• _Task prompt_:
The expected response is a copy of every line in the entries below that includes the word "main".
####################
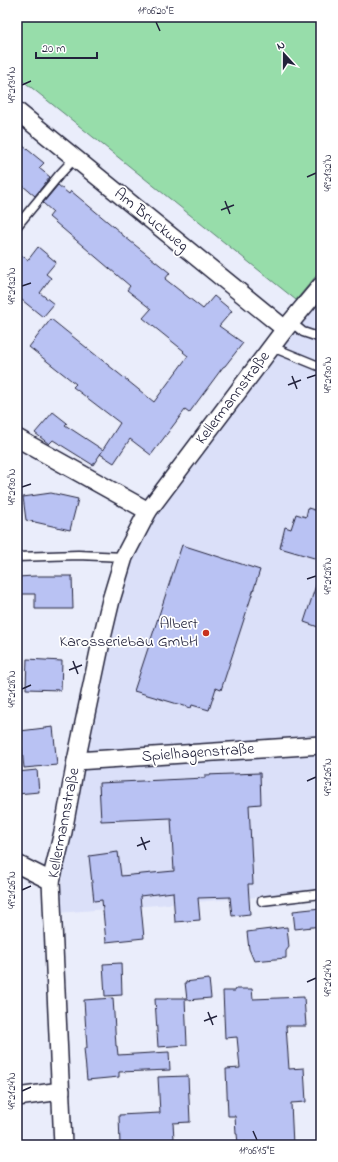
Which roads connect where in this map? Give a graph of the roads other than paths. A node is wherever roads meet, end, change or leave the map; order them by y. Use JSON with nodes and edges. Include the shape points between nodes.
{"nodes":[{"id":1,"x":17,"y":111,"type":"edge"},
{"id":2,"x":75,"y":158,"type":"junction"},
{"id":3,"x":17,"y":226,"type":"edge"},
{"id":4,"x":321,"y":286,"type":"edge"},
{"id":5,"x":288,"y":326,"type":"junction"},
{"id":6,"x":321,"y":338,"type":"edge"},
{"id":7,"x":272,"y":347,"type":"junction"},
{"id":8,"x":321,"y":367,"type":"edge"},
{"id":9,"x":17,"y":438,"type":"edge"},
{"id":10,"x":148,"y":511,"type":"junction"},
{"id":11,"x":17,"y":557,"type":"edge"},
{"id":12,"x":124,"y":557,"type":"junction"},
{"id":13,"x":321,"y":745,"type":"edge"},
{"id":14,"x":76,"y":761,"type":"junction"},
{"id":15,"x":17,"y":864,"type":"edge"},
{"id":16,"x":51,"y":881,"type":"junction"},
{"id":17,"x":321,"y":894,"type":"edge"},
{"id":18,"x":262,"y":901,"type":"dead end"},
{"id":19,"x":60,"y":1091,"type":"junction"},
{"id":20,"x":17,"y":1097,"type":"edge"},
{"id":21,"x":63,"y":1145,"type":"edge"}],
"edges":[{"from":1,"to":2,"type":"street","name":"Am Bruckweg"},
{"from":2,"to":3,"type":"lane"},
{"from":2,"to":5,"type":"street","name":"Am Bruckweg"},
{"from":4,"to":5,"type":"street","name":"Kellermannstraße"},
{"from":5,"to":6,"type":"lane"},
{"from":5,"to":7,"type":"street","name":"Kellermannstraße"},
{"from":7,"to":8,"type":"lane"},
{"from":7,"to":10,"type":"street","name":"Kellermannstraße"},
{"from":9,"to":10,"type":"street"},
{"from":10,"to":12,"type":"street","name":"Kellermannstraße"},
{"from":11,"to":12,"type":"lane"},
{"from":12,"to":14,"type":"street","name":"Kellermannstraße","via":[[101,642]]},
{"from":13,"to":14,"type":"street","name":"Spielhagenstraße"},
{"from":14,"to":16,"type":"street","name":"Kellermannstraße"},
{"from":15,"to":16,"type":"street"},
{"from":16,"to":19,"type":"street","name":"Kellermannstraße"},
{"from":17,"to":18,"type":"lane"},
{"from":19,"to":20,"type":"street"},
{"from":19,"to":21,"type":"street","name":"Kellermannstraße"}]}
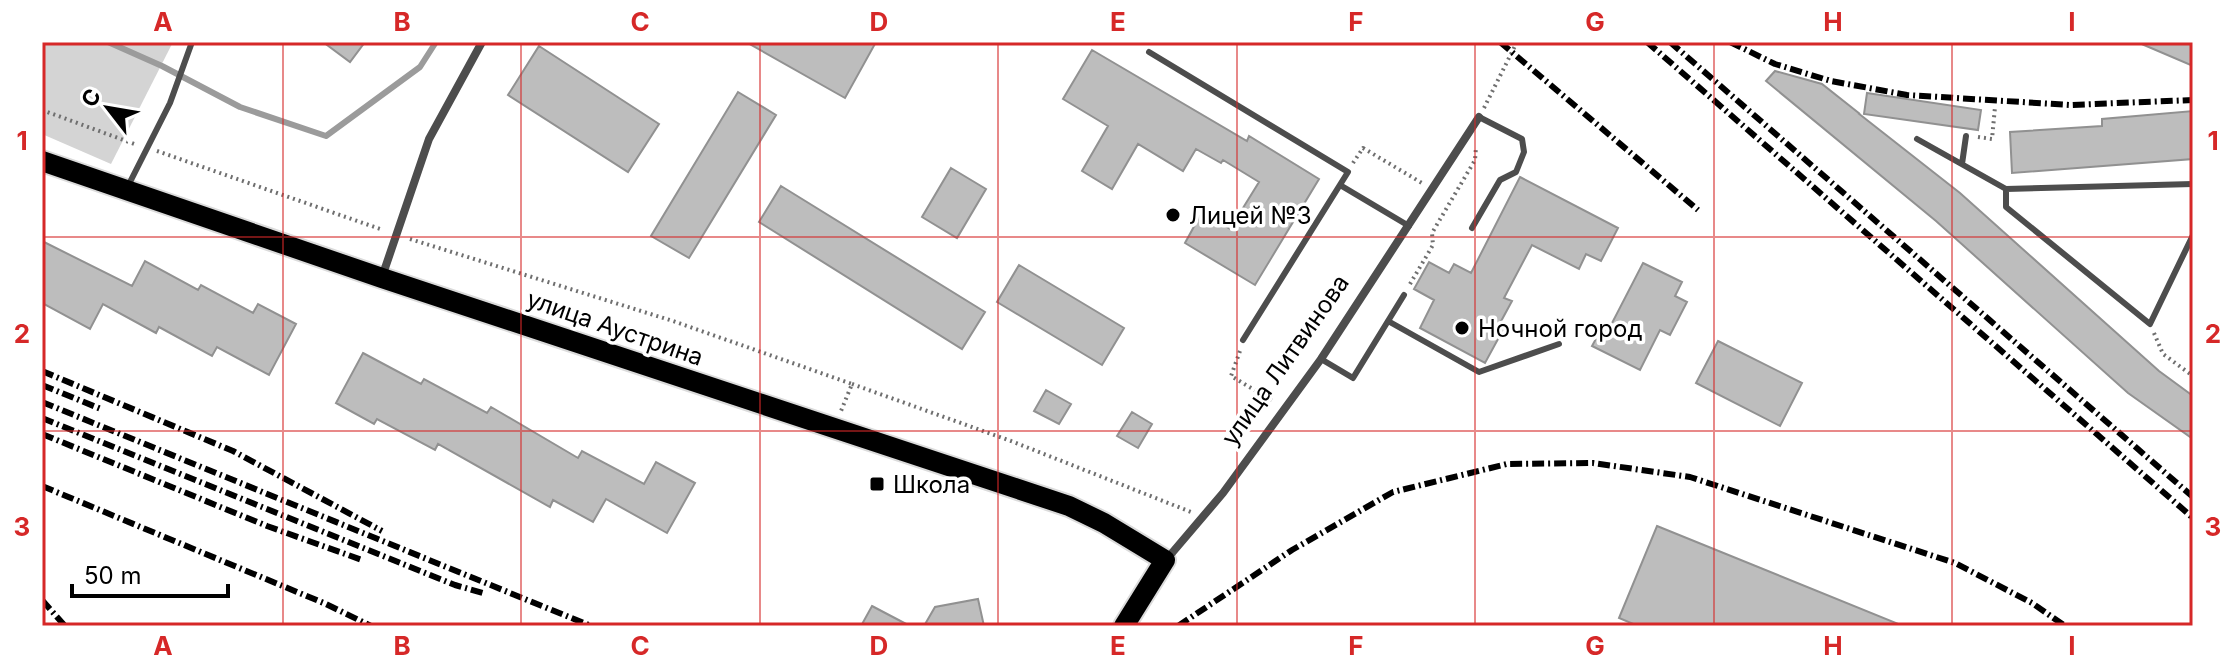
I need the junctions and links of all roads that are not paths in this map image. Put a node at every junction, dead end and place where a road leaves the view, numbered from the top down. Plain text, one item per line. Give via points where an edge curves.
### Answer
1 (482, 42) edge
2 (190, 46) edge
3 (1149, 52) dead end
4 (1479, 117) joint
5 (1966, 136) road end
6 (1917, 139) dead end
7 (42, 161) edge
8 (1962, 164) junction
9 (2193, 184) edge
10 (1340, 185) junction
11 (2006, 189) junction
12 (126, 190) junction
13 (1409, 226) junction
14 (1472, 228) dead end
15 (2193, 235) edge
16 (382, 278) junction
17 (1404, 295) road end
18 (1388, 321) junction
19 (1243, 340) road end
20 (1559, 344) dead end
21 (1321, 359) junction
22 (1165, 560) junction
23 (1124, 626) edge

1 - 16 street via 429,139
2 - 12 lane via 170,103
3 - 10 lane via 1348,172
4 - 13 street, улица Литвинова
4 - 14 lane via 1522,139 1524,152 1516,172 1500,180
5 - 8 lane
6 - 8 lane
7 - 12 main road, улица Аустрина
8 - 11 lane
9 - 11 lane
10 - 13 lane
10 - 19 lane
11 - 15 lane via 2006,207 2150,324
12 - 16 main road, улица Аустрина
13 - 21 street, улица Литвинова
16 - 22 main road, улица Аустрина via 1069,506
17 - 18 lane
18 - 20 lane via 1479,372
18 - 21 lane via 1353,378
21 - 22 street, улица Литвинова via 1223,493
22 - 23 main road, улица Литвинова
####################
• _Your solution_:
7 - 12 main road, улица Аустрина
12 - 16 main road, улица Аустрина
16 - 22 main road, улица Аустрина via 1069,506
22 - 23 main road, улица Литвинова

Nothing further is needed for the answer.